Stored data entries
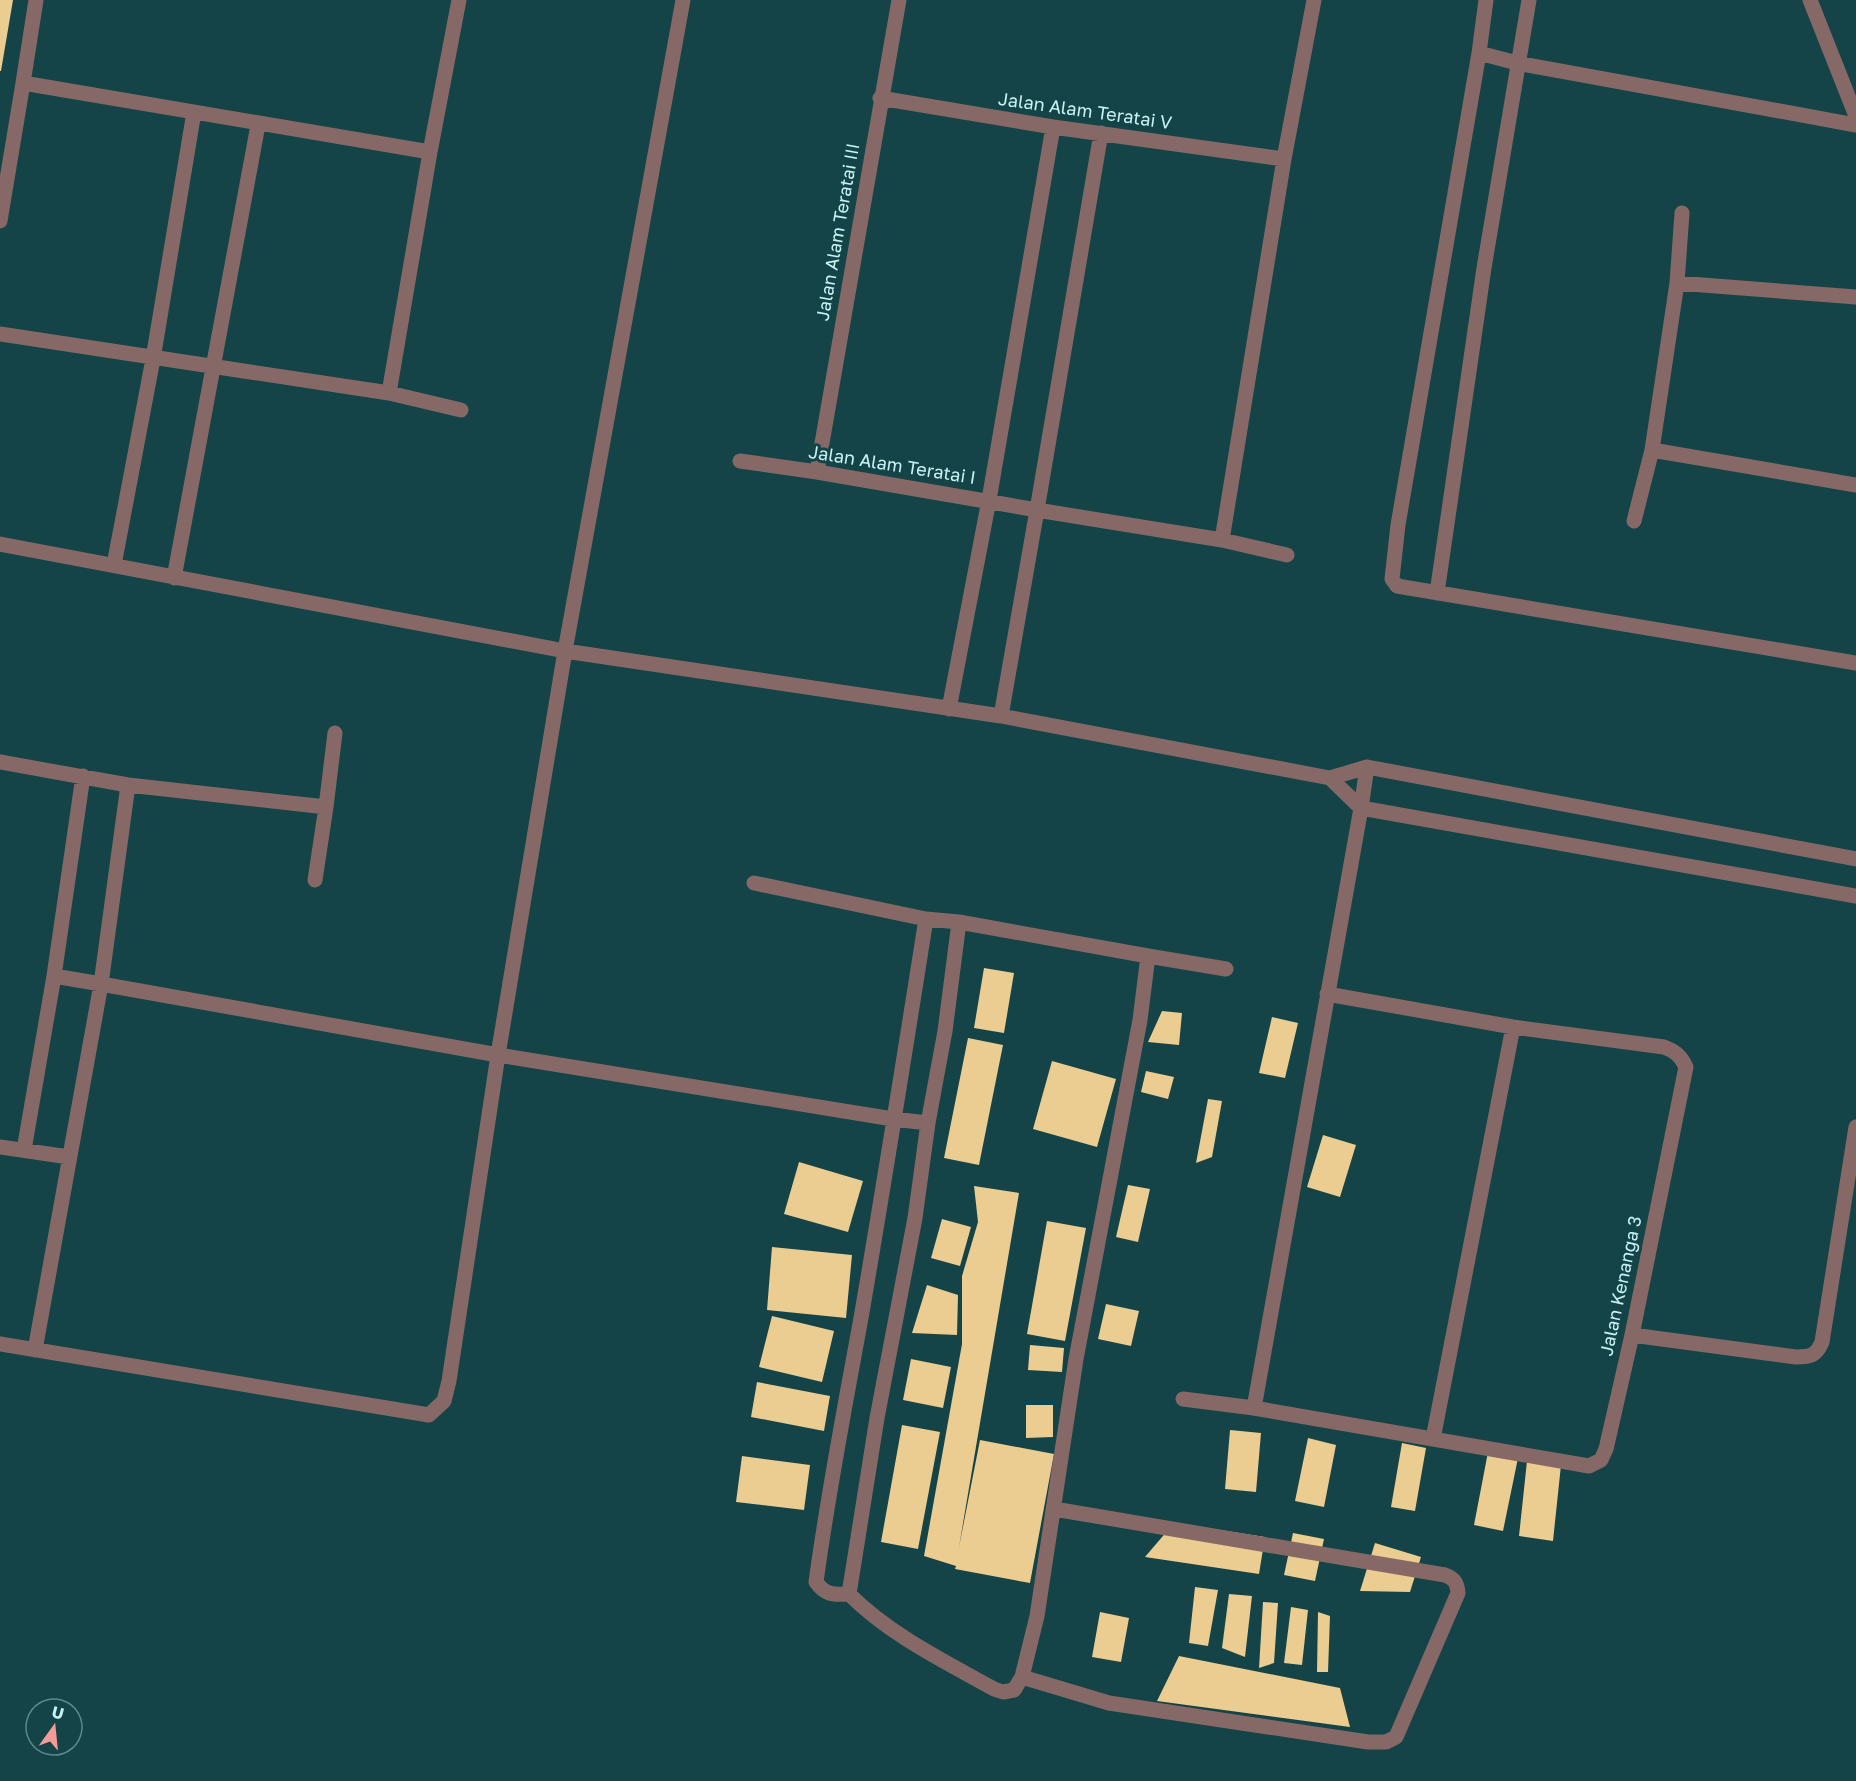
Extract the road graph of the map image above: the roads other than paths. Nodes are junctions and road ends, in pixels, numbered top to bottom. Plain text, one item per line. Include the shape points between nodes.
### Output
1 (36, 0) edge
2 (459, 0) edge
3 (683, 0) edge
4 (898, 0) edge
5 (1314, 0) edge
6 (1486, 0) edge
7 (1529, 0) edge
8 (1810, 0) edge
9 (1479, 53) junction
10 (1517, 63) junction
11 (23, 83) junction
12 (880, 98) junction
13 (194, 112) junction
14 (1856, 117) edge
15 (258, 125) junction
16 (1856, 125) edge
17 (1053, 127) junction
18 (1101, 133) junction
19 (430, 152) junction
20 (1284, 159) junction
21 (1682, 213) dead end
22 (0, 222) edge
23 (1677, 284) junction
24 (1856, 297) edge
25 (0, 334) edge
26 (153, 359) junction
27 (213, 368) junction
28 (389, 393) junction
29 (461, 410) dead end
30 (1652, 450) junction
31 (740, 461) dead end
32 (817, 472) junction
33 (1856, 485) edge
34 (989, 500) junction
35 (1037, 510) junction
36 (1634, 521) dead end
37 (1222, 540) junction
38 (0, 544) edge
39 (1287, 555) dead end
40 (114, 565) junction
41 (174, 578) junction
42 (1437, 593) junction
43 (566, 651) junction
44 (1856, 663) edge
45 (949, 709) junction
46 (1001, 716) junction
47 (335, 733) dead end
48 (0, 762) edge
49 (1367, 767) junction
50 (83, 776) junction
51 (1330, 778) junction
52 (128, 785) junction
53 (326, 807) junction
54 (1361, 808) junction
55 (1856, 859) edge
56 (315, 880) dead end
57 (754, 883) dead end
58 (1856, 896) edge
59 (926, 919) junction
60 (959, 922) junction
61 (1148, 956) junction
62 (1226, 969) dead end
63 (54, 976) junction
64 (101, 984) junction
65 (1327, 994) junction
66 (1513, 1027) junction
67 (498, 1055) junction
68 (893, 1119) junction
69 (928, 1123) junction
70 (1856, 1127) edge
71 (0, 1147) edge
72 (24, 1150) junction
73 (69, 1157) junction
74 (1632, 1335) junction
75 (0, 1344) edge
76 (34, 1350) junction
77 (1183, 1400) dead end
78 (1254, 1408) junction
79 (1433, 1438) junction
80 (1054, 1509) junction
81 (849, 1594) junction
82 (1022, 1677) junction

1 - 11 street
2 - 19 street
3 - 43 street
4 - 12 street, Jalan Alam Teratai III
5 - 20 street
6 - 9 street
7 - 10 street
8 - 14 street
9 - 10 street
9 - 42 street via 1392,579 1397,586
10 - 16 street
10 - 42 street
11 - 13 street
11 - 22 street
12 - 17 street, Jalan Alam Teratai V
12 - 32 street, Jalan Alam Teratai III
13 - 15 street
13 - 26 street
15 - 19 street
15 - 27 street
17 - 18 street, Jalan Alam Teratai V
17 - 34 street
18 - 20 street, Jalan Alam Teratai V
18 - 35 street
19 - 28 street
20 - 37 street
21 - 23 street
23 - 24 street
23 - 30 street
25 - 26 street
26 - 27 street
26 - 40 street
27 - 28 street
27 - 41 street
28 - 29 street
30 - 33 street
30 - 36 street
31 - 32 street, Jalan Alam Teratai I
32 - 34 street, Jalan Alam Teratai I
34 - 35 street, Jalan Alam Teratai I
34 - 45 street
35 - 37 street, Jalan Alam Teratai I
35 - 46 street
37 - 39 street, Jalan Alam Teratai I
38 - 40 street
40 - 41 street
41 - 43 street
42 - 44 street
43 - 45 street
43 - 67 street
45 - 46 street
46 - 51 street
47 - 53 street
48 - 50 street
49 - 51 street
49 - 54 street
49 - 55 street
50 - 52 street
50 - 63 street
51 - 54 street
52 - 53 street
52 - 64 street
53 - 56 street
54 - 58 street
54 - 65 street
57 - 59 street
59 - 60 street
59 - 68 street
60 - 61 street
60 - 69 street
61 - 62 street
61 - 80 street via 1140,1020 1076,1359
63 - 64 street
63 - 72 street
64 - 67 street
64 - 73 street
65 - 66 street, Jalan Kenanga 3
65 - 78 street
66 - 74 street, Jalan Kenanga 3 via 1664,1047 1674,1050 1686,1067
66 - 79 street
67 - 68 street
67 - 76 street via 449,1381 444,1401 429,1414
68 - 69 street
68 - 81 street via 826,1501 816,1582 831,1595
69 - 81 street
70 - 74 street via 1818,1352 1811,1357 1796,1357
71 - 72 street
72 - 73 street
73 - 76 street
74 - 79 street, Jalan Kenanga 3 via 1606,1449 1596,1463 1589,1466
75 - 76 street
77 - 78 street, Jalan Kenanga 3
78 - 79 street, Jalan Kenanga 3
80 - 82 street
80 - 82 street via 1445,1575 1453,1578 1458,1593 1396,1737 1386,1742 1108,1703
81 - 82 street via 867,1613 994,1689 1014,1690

### REQUIRED ACTION
Find each line above that contains "dead", and copy those lines.

### YOUR RESPONSE
21 (1682, 213) dead end
29 (461, 410) dead end
31 (740, 461) dead end
36 (1634, 521) dead end
39 (1287, 555) dead end
47 (335, 733) dead end
56 (315, 880) dead end
57 (754, 883) dead end
62 (1226, 969) dead end
77 (1183, 1400) dead end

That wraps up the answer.